The Department of Energy recommends setting the thermostat no higher than 68°F in the winter and no lower than 78° in the summer. You can turn it off entirely when the office is empty.

 

Use light colors on office walls.

White and pastel walls reflect light and heat. As a result, they help you reduce the amount of energy you need to heat and light your office.

 

Switch to LED bulbs.

LED (light-emitting diode) bulbs use much less power than incandescent bulbs and last far longer.

 

Don’t switch to CFL bulbs.

You may be tempted to use CFL (compact fluorescent light) bulbs, since they use less power than incandescents and cost less than LEDs. But they contain mercury, which is toxic. The bulbs are safe enough when intact, but the mercury can escape if bulbs break.

 

Use natural light whenever possible.

Open the blinds and use sunlight instead of light bulbs (unless the glare makes it hard to see or the weather is so hot that it would force you to use more air conditioning).

 

Turn off your lights.

Whenever you’re the last person to leave a room, hit the switch on your way out.

TURN YOUR KITCHEN GREEN

 

Use ceramic cups or glass tumblers instead of single-use cups.

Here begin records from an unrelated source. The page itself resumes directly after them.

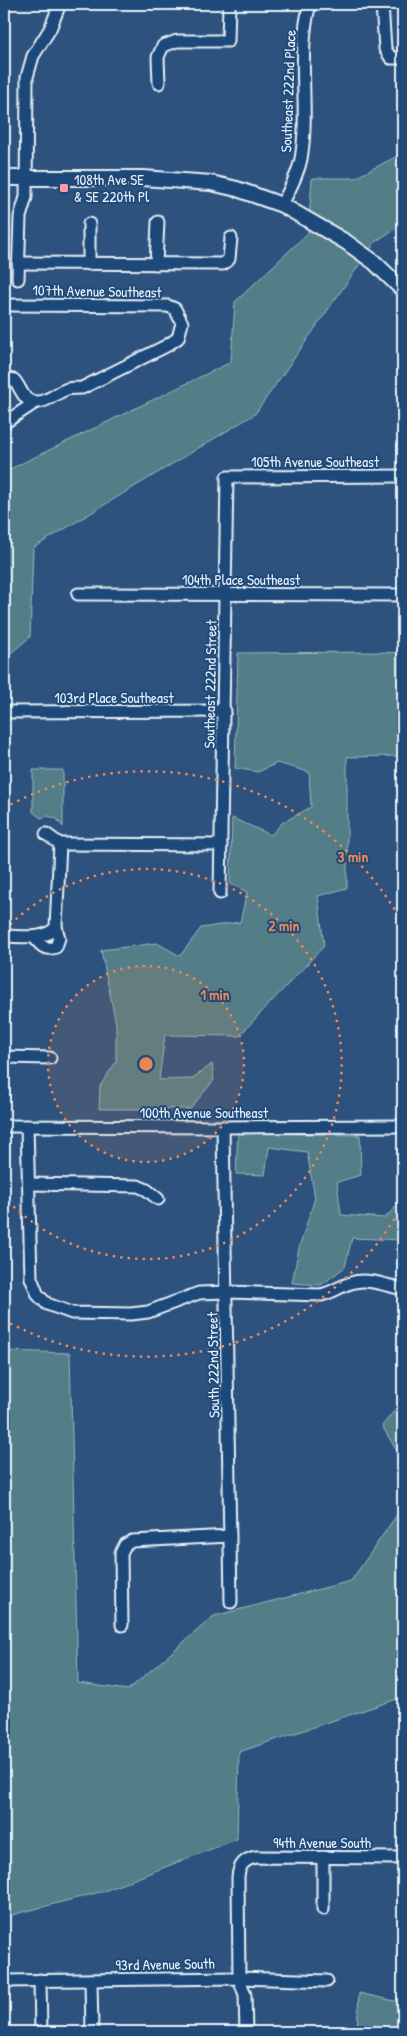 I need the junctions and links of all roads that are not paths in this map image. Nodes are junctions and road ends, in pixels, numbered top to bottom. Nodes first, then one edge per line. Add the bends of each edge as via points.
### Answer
1 (60, 4) edge
2 (229, 4) edge
3 (310, 4) edge
4 (382, 4) edge
5 (403, 58) edge
6 (159, 83) dead end
7 (4, 178) edge
8 (26, 178) junction
9 (282, 205) junction
10 (158, 222) dead end
11 (89, 224) dead end
12 (230, 238) dead end
13 (18, 263) junction
14 (89, 264) junction
15 (156, 264) junction
16 (18, 279) dead end
17 (403, 290) edge
18 (4, 305) edge
19 (4, 378) edge
20 (36, 402) junction
21 (4, 423) edge
22 (403, 476) edge
23 (227, 477) joint
24 (78, 594) dead end
25 (226, 594) junction
26 (403, 596) edge
27 (225, 711) junction
28 (4, 712) edge
29 (46, 834) dead end
30 (60, 844) junction
31 (221, 845) junction
32 (220, 893) dead end
33 (4, 936) edge
34 (4, 1058) edge
35 (50, 1058) dead end
36 (4, 1126) edge
37 (27, 1126) junction
38 (403, 1126) edge
39 (223, 1128) junction
40 (29, 1184) junction
41 (158, 1199) dead end
42 (403, 1289) edge
43 (227, 1292) junction
44 (230, 1536) junction
45 (231, 1602) dead end
46 (122, 1625) dead end
47 (323, 1857) junction
48 (403, 1858) edge
49 (323, 1909) dead end
50 (239, 1978) junction
51 (40, 1980) junction
52 (92, 1980) junction
53 (4, 1981) edge
54 (327, 1981) dead end
55 (41, 2032) edge
56 (92, 2032) edge
57 (246, 2032) edge

1 - 8 street via 28,72
2 - 6 street via 228,41 177,41 163,46 158,57
3 - 9 street, Southeast 222nd Place via 305,32 302,154
4 - 5 street via 385,49 391,58
7 - 8 main road
8 - 9 main road via 143,178 211,183
8 - 13 street
9 - 17 main road via 346,242 374,262
10 - 15 street
11 - 14 street
12 - 15 street via 229,259 223,264
13 - 14 street
13 - 16 street
14 - 15 street
18 - 20 street, 107th Avenue Southeast via 168,306 175,309 182,323 178,338 166,346 82,388 68,389
19 - 20 street via 14,380 25,398
20 - 21 street
22 - 23 street, 105th Avenue Southeast
23 - 25 street, Southeast 222nd Street
24 - 25 street, 104th Place Southeast
25 - 26 street, 104th Place Southeast
25 - 27 street, Southeast 222nd Street
27 - 28 street, 103rd Place Southeast
27 - 31 street, Southeast 222nd Street
29 - 30 street
30 - 31 street
30 - 33 street via 53,930 34,936
31 - 32 street, Southeast 222nd Street
34 - 35 street
36 - 37 street, 100th Avenue Southeast
37 - 39 street, 100th Avenue Southeast
37 - 40 street
38 - 39 street, 100th Avenue Southeast
39 - 43 street, South 222nd Street
40 - 41 street via 138,1186
40 - 43 street via 31,1278 47,1304 72,1313 131,1314 148,1312 193,1294
42 - 43 street via 367,1281 352,1282 321,1295
43 - 44 street, South 222nd Street
44 - 45 street, South 222nd Street
44 - 46 street via 132,1541 125,1545 121,1554
47 - 48 street, 94th Avenue South
47 - 49 street
47 - 50 street, 94th Avenue South via 256,1857 242,1863 238,1877
50 - 52 street, 93rd Avenue South
50 - 54 street, 93rd Avenue South
50 - 57 street via 245,1995
51 - 52 street, 93rd Avenue South
51 - 53 street, 93rd Avenue South
51 - 55 street
52 - 56 street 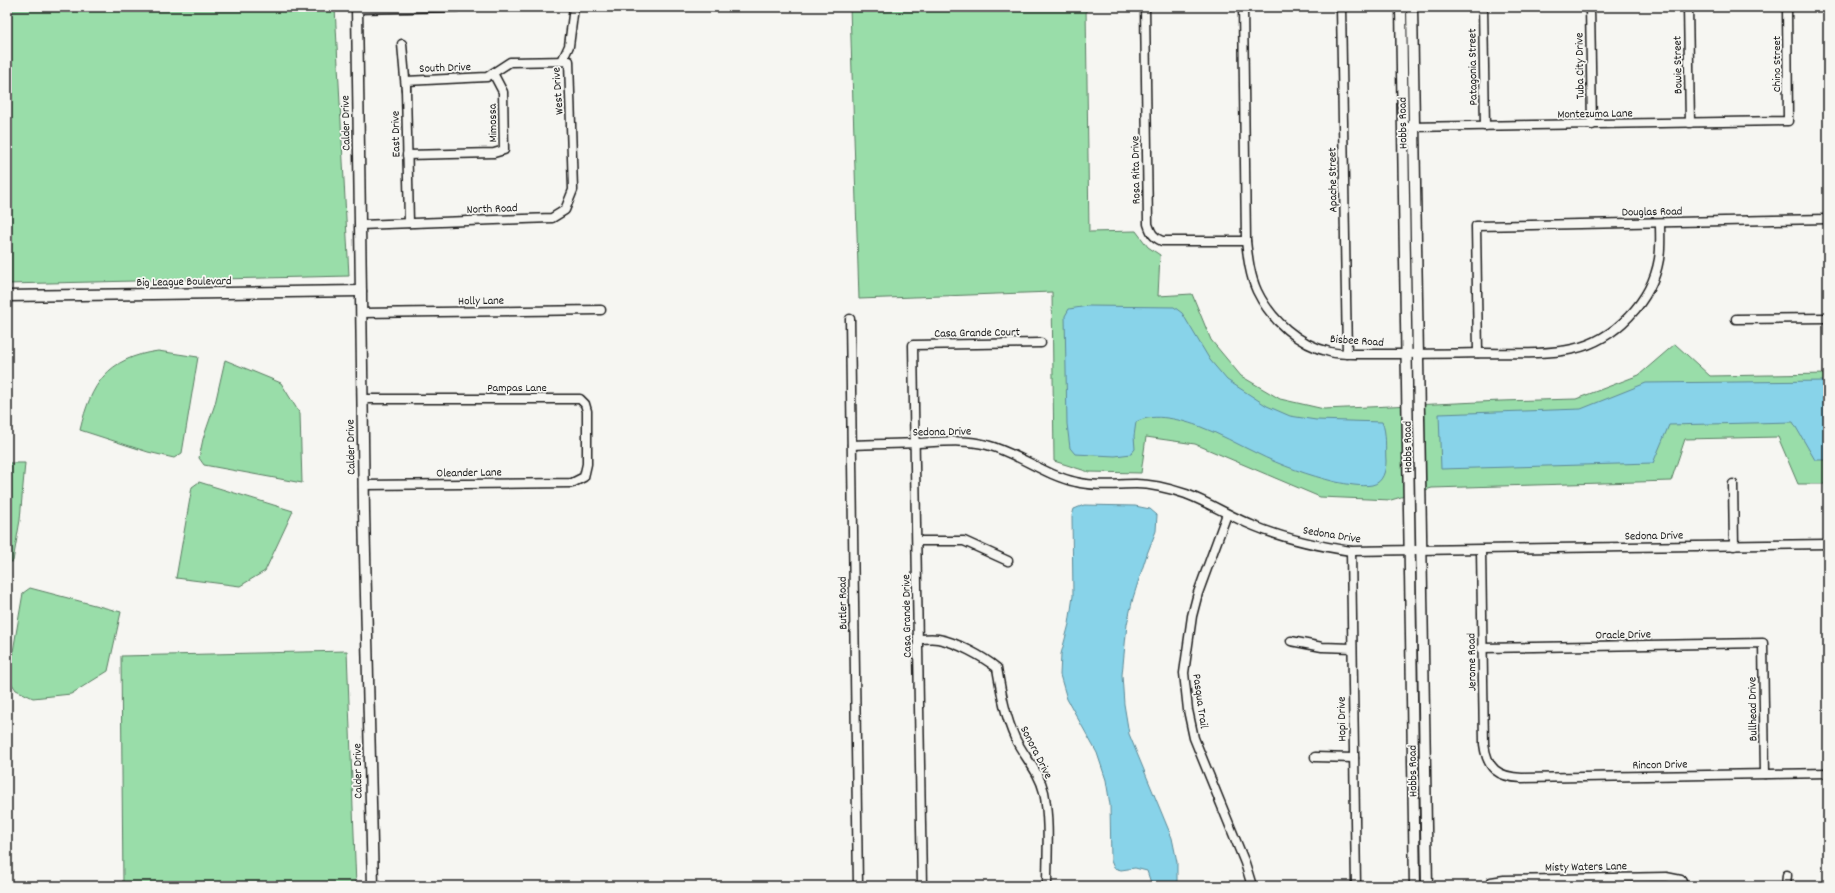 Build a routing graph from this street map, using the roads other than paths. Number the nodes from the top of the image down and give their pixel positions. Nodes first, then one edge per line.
1 (457, 7) edge
2 (574, 7) edge
3 (1145, 7) edge
4 (1243, 7) edge
5 (1341, 7) edge
6 (1401, 7) edge
7 (1412, 7) edge
8 (1483, 7) edge
9 (1590, 7) edge
10 (1688, 7) edge
11 (1787, 7) edge
12 (357, 8) edge
13 (402, 44) dead end
14 (562, 61) junction
15 (493, 73) junction
16 (406, 90) junction
17 (1788, 121) joint
18 (1690, 123) junction
19 (1592, 125) junction
20 (1485, 126) junction
21 (1403, 127) junction
22 (1415, 127) junction
23 (407, 154) junction
24 (572, 154) joint
25 (1828, 220) edge
26 (409, 223) junction
27 (1660, 223) junction
28 (360, 225) junction
29 (1246, 241) junction
30 (361, 292) junction
31 (7, 296) edge
32 (601, 310) dead end
33 (361, 313) junction
34 (1828, 318) edge
35 (850, 319) dead end
36 (1736, 319) dead end
37 (1041, 343) dead end
38 (913, 345) joint
39 (1478, 353) junction
40 (1347, 354) junction
41 (1407, 354) junction
42 (1418, 354) junction
43 (363, 399) junction
44 (915, 443) junction
45 (852, 445) junction
46 (574, 482) joint
47 (1733, 484) dead end
48 (364, 485) junction
49 (1227, 514) junction
50 (917, 541) junction
51 (1828, 544) edge
52 (1734, 546) junction
53 (1481, 550) junction
54 (1351, 551) junction
55 (1410, 552) junction
56 (1421, 552) junction
57 (1008, 562) dead end
58 (919, 639) junction
59 (1291, 641) dead end
60 (1763, 643) joint
61 (1352, 648) junction
62 (1482, 648) junction
63 (1315, 757) dead end
64 (1354, 758) junction
65 (1495, 770) joint
66 (1828, 773) edge
67 (1765, 774) junction
68 (1786, 875) dead end
69 (1586, 877) junction
70 (1683, 883) edge
71 (1491, 884) edge
72 (373, 886) edge
73 (858, 886) edge
74 (922, 886) edge
75 (1047, 886) edge
76 (1252, 886) edge
77 (1356, 886) edge
78 (1415, 886) edge
79 (1426, 886) edge
80 (1587, 886) edge
81 (1786, 886) edge

1 - 12 street
2 - 14 street, West Drive
3 - 29 street, Rosa Rita Drive
4 - 29 street, Bisbee Road
5 - 40 street, Apache Street
6 - 21 street, Hobbs Road
7 - 22 street, Hobbs Road
8 - 20 street, Patagonia Street
9 - 19 street, Tuba City Drive
10 - 18 street, Bowie Street
11 - 17 street, Chino Street
12 - 28 street, Calder Drive
13 - 16 street, East Drive
14 - 15 street
14 - 24 street, West Drive
15 - 16 street, South Drive
15 - 23 street, Mimossa
16 - 23 street, East Drive
17 - 18 street, Montezuma Lane
18 - 19 street, Montezuma Lane
19 - 20 street, Montezuma Lane
20 - 22 street, Montezuma Lane
21 - 22 street, Montezuma Lane
21 - 41 street, Hobbs Road
22 - 42 street, Hobbs Road
23 - 26 street, East Drive
24 - 26 street, North Road
25 - 27 street, Douglas Road
26 - 28 street, North Road
27 - 39 street, Bisbee Road
27 - 39 street, Douglas Road
28 - 30 street, Calder Drive
29 - 40 street, Bisbee Road
30 - 31 street, Big League Boulevard
30 - 33 street, Calder Drive
32 - 33 street, Holly Lane
33 - 43 street, Calder Drive
34 - 36 street
35 - 45 street, Butler Road
37 - 38 street, Casa Grande Court
38 - 44 street, Casa Grande Drive
39 - 42 street, Bisbee Road
40 - 41 street, Bisbee Road
41 - 42 street, Bisbee Road
41 - 55 street, Hobbs Road
42 - 56 street, Hobbs Road
43 - 46 street, Pampas Lane
43 - 48 street, Calder Drive
44 - 45 street, Sedona Drive
44 - 49 street, Sedona Drive
44 - 50 street, Casa Grande Drive
45 - 73 street, Butler Road
46 - 48 street, Oleander Lane
47 - 52 street
48 - 72 street, Calder Drive
49 - 54 street, Sedona Drive
49 - 76 street, Pasqua Trail
50 - 57 street
50 - 58 street, Casa Grande Drive
51 - 52 street, Sedona Drive
52 - 53 street, Sedona Drive
53 - 56 street, Sedona Drive
53 - 62 street, Jerome Road
54 - 55 street, Sedona Drive
54 - 61 street, Hopi Drive
55 - 56 street, Sedona Drive
55 - 78 street, Hobbs Road
56 - 79 street, Hobbs Road
58 - 74 street, Casa Grande Drive
58 - 75 street, Sonora Drive
59 - 61 street
60 - 62 street, Oracle Drive
60 - 67 street, Bullhead Drive
61 - 64 street, Hopi Drive
62 - 65 street, Jerome Road
63 - 64 street
64 - 77 street, Hopi Drive
65 - 67 street, Rincon Drive
66 - 67 street, Rincon Drive
68 - 81 street
69 - 70 street, Misty Waters Lane
69 - 71 street, Misty Waters Lane
69 - 80 street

Stop drinking out of plastic, Styrofoam, and paper. Plastic and Styrofoam aren’t biodegradable, and paper contributes to the destruction of forests. Instead, provide reusable cups, glasses, or bottles, or ask your employees to bring their own.

 

Get reusable dishes and bowls instead of paper or plastic ones.

Stock your kitchen or lunchroom with glass and ceramic crockery that you can reuse indefinitely.

 

Acquire metal utensils instead of plastic knives, forks, and spoons.

Reusable metal cutlery lasts for years and is nearly unbreakable.

 

Drink tap water, not bottled water.

Making plastic bottles uses up fossil fuels; disposing of them creates ugly landfills and pollutes the ocean. (Some plastics are recyclable, but they don’t always get recycled.) Tap water is usually as clean as bottled water, especially if you put a filter on your tap.

 

Eliminate plastic one-cup coffee pods.

The plastic in the pods creates waste, much of which isn’t recyclable. Instead, use a traditional coffee maker with washable or recyclable filters.

 

Use reusable drinking straws and coffee stirrers.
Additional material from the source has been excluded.